本發明涉及植物生物工程組織培養技術領域。更具體地說,本發明涉及一種用精胺誘導煙草胚狀體的方法。
背景技術:
“胚狀體”(embryoid)是以體細胞組織或生殖細胞組織材料在特殊培養條件下,沒有經過有性的受精過程,卻經過了胚胎發育過程,所形成的具有合子胚之生理功能的特殊結構,實際是未來植株的雛形。胚狀體亦稱體(細胞)胚或無性胚,在生產上可以直接用于制造人工種子和生產再生植株(試管苗);在理論研究上,是探索細胞分化、器官建成、個體發育,及其相關的解剖學和生理生化變化過程的重要材料。因此,獲得胚狀體的技術研究是植物生物學界的熱門領域之一。

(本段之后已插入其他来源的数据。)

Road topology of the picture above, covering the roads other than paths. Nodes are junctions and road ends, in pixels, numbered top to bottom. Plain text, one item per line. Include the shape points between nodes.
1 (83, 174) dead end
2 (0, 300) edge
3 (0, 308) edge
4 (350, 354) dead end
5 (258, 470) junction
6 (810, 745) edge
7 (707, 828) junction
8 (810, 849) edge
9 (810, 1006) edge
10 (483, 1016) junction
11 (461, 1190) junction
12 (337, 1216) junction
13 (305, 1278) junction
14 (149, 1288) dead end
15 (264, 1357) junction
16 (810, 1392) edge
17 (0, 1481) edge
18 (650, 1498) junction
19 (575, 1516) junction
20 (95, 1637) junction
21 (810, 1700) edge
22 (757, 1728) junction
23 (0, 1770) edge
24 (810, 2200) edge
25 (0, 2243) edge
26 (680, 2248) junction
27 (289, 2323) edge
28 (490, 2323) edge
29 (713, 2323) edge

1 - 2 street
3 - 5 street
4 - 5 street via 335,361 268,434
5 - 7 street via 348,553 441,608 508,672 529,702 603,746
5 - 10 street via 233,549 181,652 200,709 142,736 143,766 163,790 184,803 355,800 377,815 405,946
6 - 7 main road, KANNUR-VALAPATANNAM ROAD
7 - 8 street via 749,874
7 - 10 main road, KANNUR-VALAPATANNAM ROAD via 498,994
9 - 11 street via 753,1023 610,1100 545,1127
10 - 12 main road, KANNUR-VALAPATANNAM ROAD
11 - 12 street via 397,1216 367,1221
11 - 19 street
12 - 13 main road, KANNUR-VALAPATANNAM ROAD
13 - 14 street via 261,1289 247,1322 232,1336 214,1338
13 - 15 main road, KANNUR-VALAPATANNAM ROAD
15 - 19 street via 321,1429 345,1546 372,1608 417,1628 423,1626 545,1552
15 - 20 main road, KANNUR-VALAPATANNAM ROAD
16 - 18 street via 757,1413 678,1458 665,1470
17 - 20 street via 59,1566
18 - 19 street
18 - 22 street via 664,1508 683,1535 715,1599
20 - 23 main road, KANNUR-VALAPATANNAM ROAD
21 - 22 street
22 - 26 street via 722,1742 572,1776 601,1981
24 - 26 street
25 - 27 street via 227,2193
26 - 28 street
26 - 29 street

煙草胚狀體的研究起步相對較晚,國內資料不多,特別是煙草胚狀體誘導技術的研究報告更少。具有代表性的有:王瑞庫等人【影響煙草花粉胚胎發生的某些因子-鐵鹽、蔗糖和腺素。黑龍江八一農墾大學學報,1991,(1):21-27】及【影響煙草花粉胚胎發生的某些因子-氨基酸和激素。黑龍江八一農墾大學學報,1991,(2):47-52】;司龍亭等人【煙草人工種子研究進展初報。沈陽農業大學學報,1991,22(1)35-40】;賈勇炯等人【在煙草花藥培養中誘導胚狀體發生的研究。四川大學學報(自然科學版)1996,33(5):605-608】;潘莉等人。【煙草未授粉子房單倍體誘導及影響因素的研究。河南農業大學學報,1999,33(1):48-52】;王連華等人【烤煙K326人工種子懸浮培養條件下體細胞胚胎的發生研究。種子,2002,(4):10-12】;慕平利等人【煙草葉片直接再生-基因轉化體系的建立。河南農業科學,2005,(4):27-29】。現有誘導煙草胚狀體的資料雖然分別涉及到MS,H,Nitsch,等不同的基本培養基;不同基因型的栽培品種;不同器官作外植體;固體或液體懸浮,等不同的培養方法。但是,其共同的研究結果主要表現為以下兩點:1、適量的2,4-D(2,4-二氯苯氧乙酸)對煙草胚狀體的發生必不可少,增加鐵鹽、腺素(即腺嘌呤)、KT(激動素)、IAA(吲哚乙酸)和谷氨酰胺等,有利煙草胚狀體的發生和發育。由此可見,煙草胚狀體的誘導培養基都是由多種誘導劑成分復合配制而成,未見用單一誘導劑成功誘導煙草胚狀體的報導。2、現有培養基對煙草胚狀體的誘導周期長,效率低。而且原始外植體都要反復轉接到新培養基進行繼代培養,甚至多達5-6代的培養,長達3-4個月才發生胚狀體。
技術實現要素:
本發明的一個目的是解決至少上述問題,并提供至少后面將說明的優點。
本發明還有一個目的是提供一種用精胺誘導煙草胚狀體的方法,以精胺作誘導劑制備的誘導培養基比傳統的培養基誘導煙草胚狀體形成速度快、產量高、質量好,且原始外植體無需轉瓶進行繼代培養,即可直接達到生產煙草胚狀體的目的。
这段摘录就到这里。